Below is a complete, functional skeleton of a DCGAN designed to generate $64 \times 64$ RGB images. This code uses PyTorch, the industry standard for deep learning research.

1. The Generator (The Forger)

The Generator takes a latent vector $Z$ and uses ConvTranspose2d to "paint" an image, upsampling from a $1 \times 1$ feature map to a $64 \times 64$ image.

import torch
import torch.nn as nn
# Configuration
LATENT_DIM = 100
IMAGE_CHANNELS = 3
FEATURES_G = 64 # Base feature map size

class Generator(nn.Module):
 def __init__(self):
 super(Generator, self).__init__()
 self.net = nn.Sequential(
 # Input: Latent Vector Z, going to a 4x4 feature map
 nn.ConvTranspose2d(LATENT_DIM, FEATURES_G * 8, 4, 1, 0, bias=False),
 nn.BatchNorm2d(FEATURES_G * 8),
 nn.ReLU(True),
 # Upsample to 8x8
 nn.ConvTranspose2d(FEATURES_G * 8, FEATURES_G * 4, 4, 2, 1, bias=False),
 nn.BatchNorm2d(FEATURES_G * 4),
 nn.ReLU(True),
 # Upsample to 16x16
 nn.ConvTranspose2d(FEATURES_G * 4, FEATURES_G * 2, 4, 2, 1, bias=False),
 nn.BatchNorm2d(FEATURES_G * 2),
 nn.ReLU(True),
 # Upsample to 32x32
 nn.ConvTranspose2d(FEATURES_G * 2, FEATURES_G, 4, 2, 1, bias=False),
 nn.BatchNorm2d(FEATURES_G),
 nn.ReLU(True),
 # Final layer: Output 3-channel image (64x64)
 nn.ConvTranspose2d(FEATURES_G, IMAGE_CHANNELS, 4, 2, 1, bias=False),
 nn.Tanh() # Outputs values between -1 and 1
 )
 def forward(self, x):
 return self.net(x)
# Initialize
netG = Generator()

2. The Discriminator (The Critic)

The Discriminator acts as a binary classifier.

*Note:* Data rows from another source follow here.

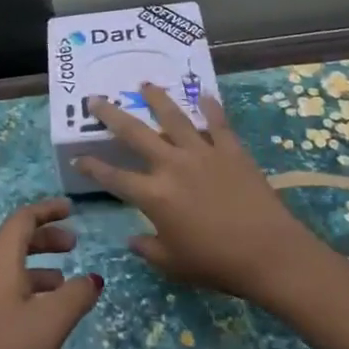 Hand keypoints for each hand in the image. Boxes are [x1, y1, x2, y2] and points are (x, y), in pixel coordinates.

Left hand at [0, 199, 103, 348]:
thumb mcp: (52, 322)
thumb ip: (77, 296)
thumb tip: (93, 279)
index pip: (22, 219)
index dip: (47, 210)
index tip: (72, 209)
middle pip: (15, 240)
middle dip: (46, 237)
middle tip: (75, 245)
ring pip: (11, 265)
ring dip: (40, 265)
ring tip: (67, 282)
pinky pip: (5, 286)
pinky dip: (29, 286)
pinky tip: (46, 312)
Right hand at [77, 84, 318, 302]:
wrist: (269, 254)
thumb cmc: (216, 264)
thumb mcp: (174, 264)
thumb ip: (148, 249)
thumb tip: (132, 239)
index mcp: (153, 195)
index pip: (114, 177)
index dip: (92, 167)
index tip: (78, 158)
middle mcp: (171, 165)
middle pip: (134, 133)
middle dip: (111, 115)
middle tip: (96, 99)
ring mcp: (202, 153)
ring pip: (173, 117)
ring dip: (156, 99)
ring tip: (145, 84)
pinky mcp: (230, 150)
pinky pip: (217, 123)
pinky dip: (210, 107)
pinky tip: (204, 95) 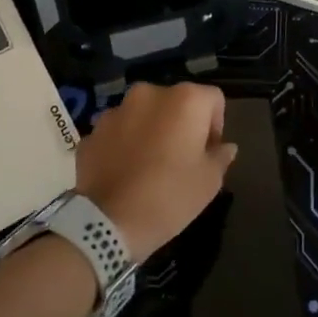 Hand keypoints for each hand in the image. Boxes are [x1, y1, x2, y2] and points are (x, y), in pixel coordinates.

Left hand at [73, 83, 235, 262]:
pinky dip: (123, 144)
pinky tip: (124, 172)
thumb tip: (225, 146)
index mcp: (184, 100)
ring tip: (149, 165)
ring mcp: (116, 110)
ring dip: (150, 131)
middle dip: (180, 124)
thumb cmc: (170, 196)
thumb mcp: (209, 181)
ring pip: (143, 115)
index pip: (213, 99)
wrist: (108, 222)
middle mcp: (149, 94)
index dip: (216, 125)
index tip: (209, 153)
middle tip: (180, 158)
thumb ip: (221, 156)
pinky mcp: (92, 131)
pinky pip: (117, 132)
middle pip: (175, 102) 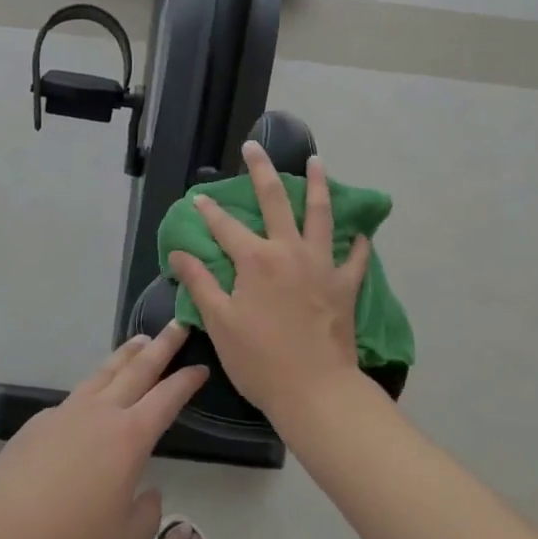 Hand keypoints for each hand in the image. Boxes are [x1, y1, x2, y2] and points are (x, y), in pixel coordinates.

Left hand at [0, 323, 207, 538]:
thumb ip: (147, 514)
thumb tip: (146, 491)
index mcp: (129, 438)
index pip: (167, 398)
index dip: (186, 381)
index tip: (200, 366)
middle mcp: (100, 414)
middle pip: (137, 369)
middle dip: (161, 346)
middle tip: (178, 325)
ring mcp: (65, 413)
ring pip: (103, 373)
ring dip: (125, 355)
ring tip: (139, 341)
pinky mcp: (37, 423)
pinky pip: (74, 397)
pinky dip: (93, 388)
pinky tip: (91, 401)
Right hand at [169, 142, 371, 428]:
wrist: (316, 391)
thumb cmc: (260, 360)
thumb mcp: (220, 323)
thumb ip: (200, 282)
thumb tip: (178, 252)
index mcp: (255, 260)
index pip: (225, 227)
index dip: (209, 211)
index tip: (199, 197)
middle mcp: (289, 251)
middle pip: (274, 201)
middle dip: (261, 171)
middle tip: (255, 147)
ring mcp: (322, 265)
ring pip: (321, 215)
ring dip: (318, 185)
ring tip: (317, 161)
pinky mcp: (345, 285)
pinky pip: (354, 257)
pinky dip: (357, 243)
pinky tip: (360, 233) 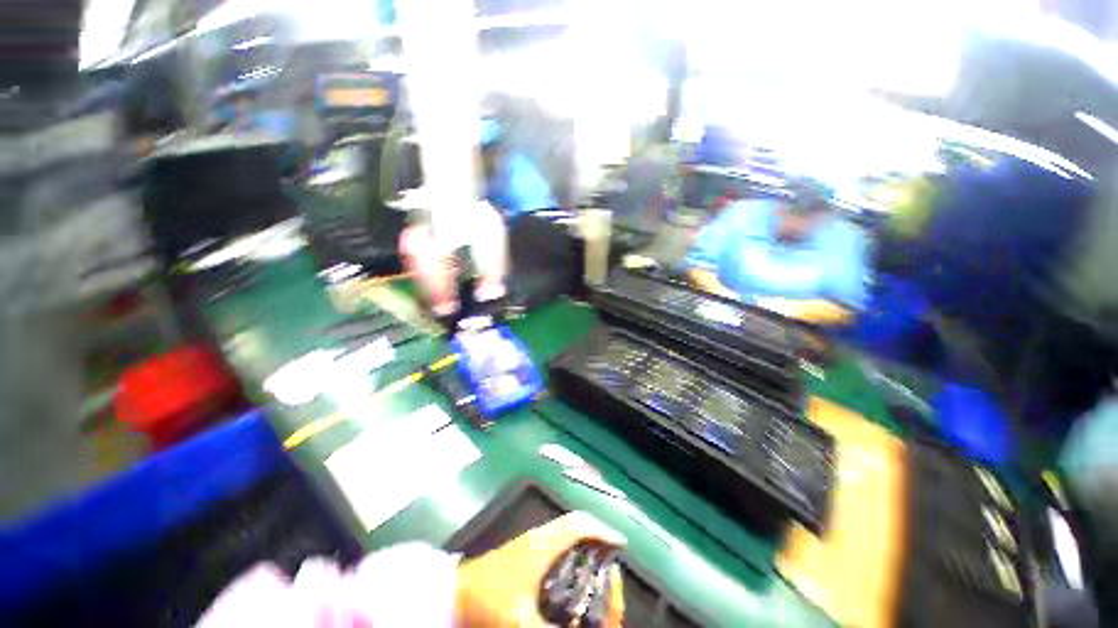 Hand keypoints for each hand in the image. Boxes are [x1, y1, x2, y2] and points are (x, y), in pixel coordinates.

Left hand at [455, 511, 625, 626]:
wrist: (442, 597)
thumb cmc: (484, 604)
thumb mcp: (523, 623)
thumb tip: (587, 626)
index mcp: (539, 548)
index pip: (579, 525)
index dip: (605, 532)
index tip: (621, 549)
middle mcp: (531, 540)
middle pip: (573, 528)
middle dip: (596, 542)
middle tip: (610, 563)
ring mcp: (518, 545)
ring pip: (559, 536)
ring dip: (580, 548)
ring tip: (593, 572)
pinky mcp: (510, 555)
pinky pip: (547, 545)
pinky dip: (564, 554)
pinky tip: (563, 580)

It uses standard Conv2d layers to downsample the image into a single probability score.

class Discriminator(nn.Module):
 def __init__(self):
 super(Discriminator, self).__init__()
 self.net = nn.Sequential(
 # Input: 3 x 64 x 64 Image
 nn.Conv2d(IMAGE_CHANNELS, FEATURES_G, 4, 2, 1, bias=False),
 nn.LeakyReLU(0.2, inplace=True),
 # Downsample to 32x32
 nn.Conv2d(FEATURES_G, FEATURES_G * 2, 4, 2, 1, bias=False),
 nn.BatchNorm2d(FEATURES_G * 2),
 nn.LeakyReLU(0.2, inplace=True),
 # Downsample to 16x16
 nn.Conv2d(FEATURES_G * 2, FEATURES_G * 4, 4, 2, 1, bias=False),
 nn.BatchNorm2d(FEATURES_G * 4),
 nn.LeakyReLU(0.2, inplace=True),
 # Downsample to 8x8
 nn.Conv2d(FEATURES_G * 4, FEATURES_G * 8, 4, 2, 1, bias=False),
 nn.BatchNorm2d(FEATURES_G * 8),
 nn.LeakyReLU(0.2, inplace=True),
 # Final layer: Output single probability
 nn.Conv2d(FEATURES_G * 8, 1, 4, 1, 0, bias=False),
 nn.Sigmoid() # Squashes output to 0-1 probability
 )
 def forward(self, x):
 return self.net(x).view(-1, 1).squeeze(1)
# Initialize
netD = Discriminator()

3. The Training Loop

The core logic involves alternating updates. We train $D$ to maximize the probability of assigning the correct label to both real and fake images, then train $G$ to minimize $\log(1 - D(G(z)))$ (or, in modern practice, to maximize $\log(D(G(z)))$ for better gradients).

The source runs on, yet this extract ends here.